Con su tamaño diminuto, sus ricos detalles, y su similaridad las unas con las otras, las estatuillas parecían reflejar muchos de los valores que la pareja de artistas apreciaba, como la economía de medios, la duplicación, y la manufactura artesanal.
El legado: de Tenayuca al Camino Real
Sus catorce viajes a México, los incontables kilómetros recorridos en el país, y las relaciones con colegas locales que mantendrían a lo largo de toda su vida, marcaron fuertemente la obra tanto de Josef como de Anni. En la obra del pintor, los colores de su serie Adobe hacen eco de las tonalidades que adornan las fachadas de las casas construidas con este material en Oaxaca, mientras que otras obras llevan como título To Monte Albán o Tenayuca I.
Sin embargo, y de una manera que no deja de ser algo contradictoria, Josef solía negar que sus obras fuesen reinterpretaciones de sitios físicos, enfatizando que únicamente eran exploraciones de color y formas, y que los títulos usualmenteb los ponía una vez que la obra había sido terminada.
Anni, por el otro lado, no dudó en reconocer la profunda influencia que sus experiencias en México tuvieron en su trabajo. Si bien la artista llegó al continente americano con una fuerte inclinación e interés por los textiles, sus viajes mexicanos avivaron su interés por la joyería y la gráfica.
En 1932 Caso había descubierto el legendario tesoro de la Tumba 7 de Monte Albán, y aunque el reflector suele caer sobre las exquisitas piezas zapotecas de oro, lo que realmente cautivó a la alemana fueron los collares hechos con corales, hueso y turquesa.

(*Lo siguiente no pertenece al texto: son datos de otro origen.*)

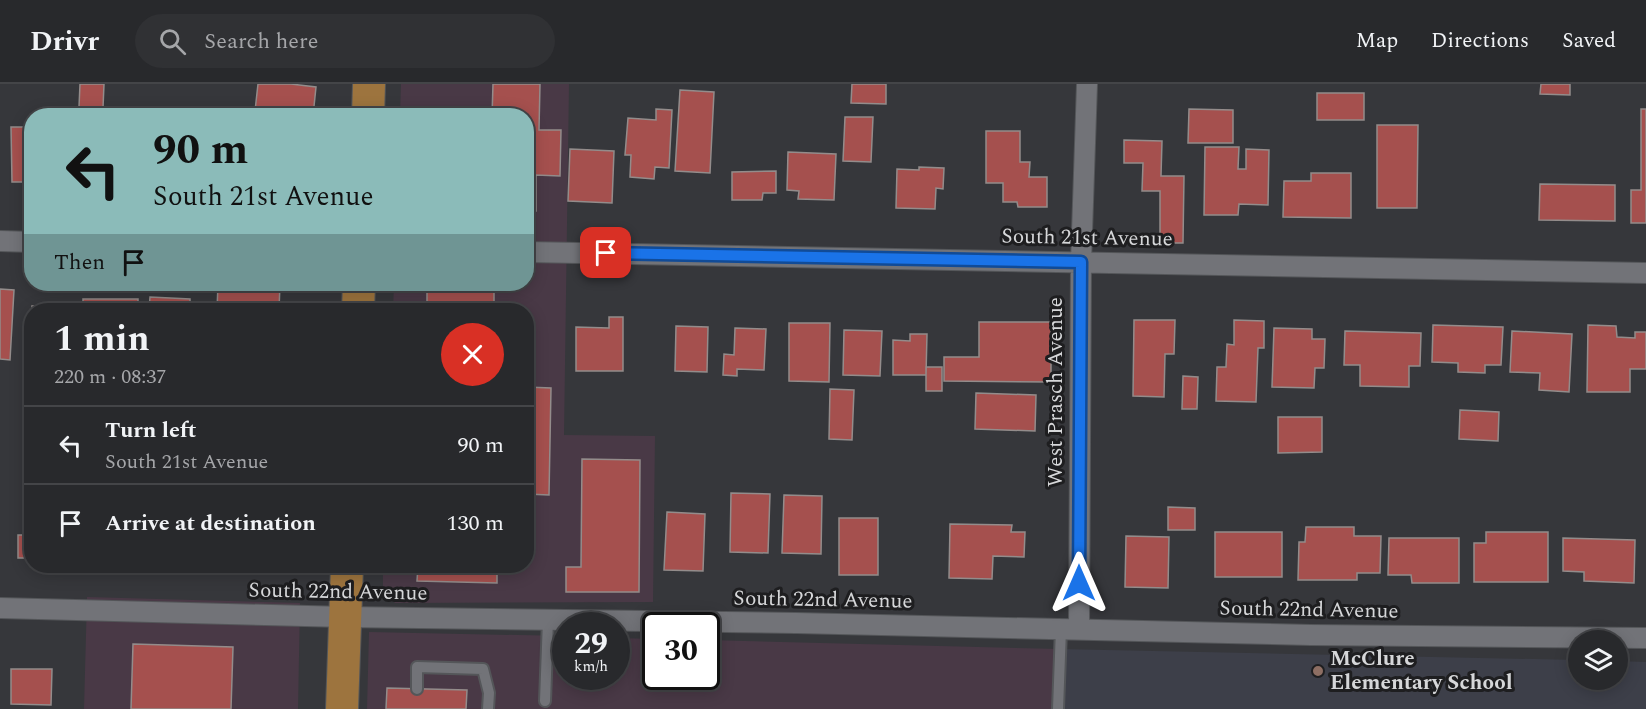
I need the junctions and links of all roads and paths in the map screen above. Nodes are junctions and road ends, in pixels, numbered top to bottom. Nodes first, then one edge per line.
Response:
1 (369, 84) edge
2 (1087, 84) edge
3 (368, 108) edge
4 (0, 242) edge
5 (24, 242) edge
6 (534, 252) edge
7 (1081, 262) junction
8 (1646, 273) edge
9 (347, 573) edge
10 (0, 608) edge
11 (345, 617) junction
12 (548, 620) junction
13 (1070, 629) junction
14 (1646, 638) edge
15 (417, 689) dead end
16 (545, 701) dead end
17 (342, 709) edge
18 (488, 709) edge
19 (1058, 709) edge

1 - 3 main road
2 - 7 street, West Prasch Avenue
4 - 5 street
6 - 7 street, South 21st Avenue
7 - 8 street, South 21st Avenue
7 - 13 street, West Prasch Avenue
9 - 11 main road
10 - 11 street, South 22nd Avenue
11 - 12 street, South 22nd Avenue
11 - 17 main road
12 - 13 street, South 22nd Avenue
12 - 16 lane
13 - 14 street, South 22nd Avenue
13 - 19 lane
15 - 18 lane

Como ella misma diría en su libro On Jewerly, “El primer estímulo a hacer joyas a partir de accesorios metálicos nos lo dio el tesoro de Monte Albán […] de una belleza tan sorprendente en combinaciones insólitas de materiales que nos dimos cuenta de las extrañas limitaciones de los materiales que suele emplear la joyería […] descubrimos la belleza de las arandelas y las horquillas […] nos extasiamos ante los tapones de fregadero […]. El arte de Monte Albán nos había dado la libertad de ver las cosas disociadas de su utilidad, como materiales puros que valía la pena convertir en objetos preciosos”. Anni comenzaría entonces a elaborar piezas de joyería en los años cuarenta, usando materiales cotidianos.
Años después, en 1967, Luis Barragán, Mathias Goeritz y Ricardo Legorreta viajaron en coche hasta New Haven, Connecticut (residencia de los Albers desde 1950 cuando Josef comenzó a trabajar en la Universidad de Yale) para proponerle a Anni realizar un tapiz para el nuevo hotel que estaban construyendo en Polanco, y el cual estaba programado para abrir justo a tiempo para las Olimpiadas de la Ciudad de México. La obra estuvo perdida por varias décadas y apenas fue encontrada en 2019.
Del mismo modo, la larga (y muy fructífera) relación de los Albers con México ha comenzado ha ser descubierta y estudiada en los últimos años. Las pinturas, los grabados, los textiles y la joyería que produjeron, y los cuales han sido aclamados como obras maestras del arte moderno y de la abstracción, han comenzado a ser vistas, no sólo como obras maestras del arte moderno y de la abstracción, sino también como ejemplos de una modernidad cuyas raíces se esconden tanto en Berlín, como en las antiguas ciudades prehispánicas de México.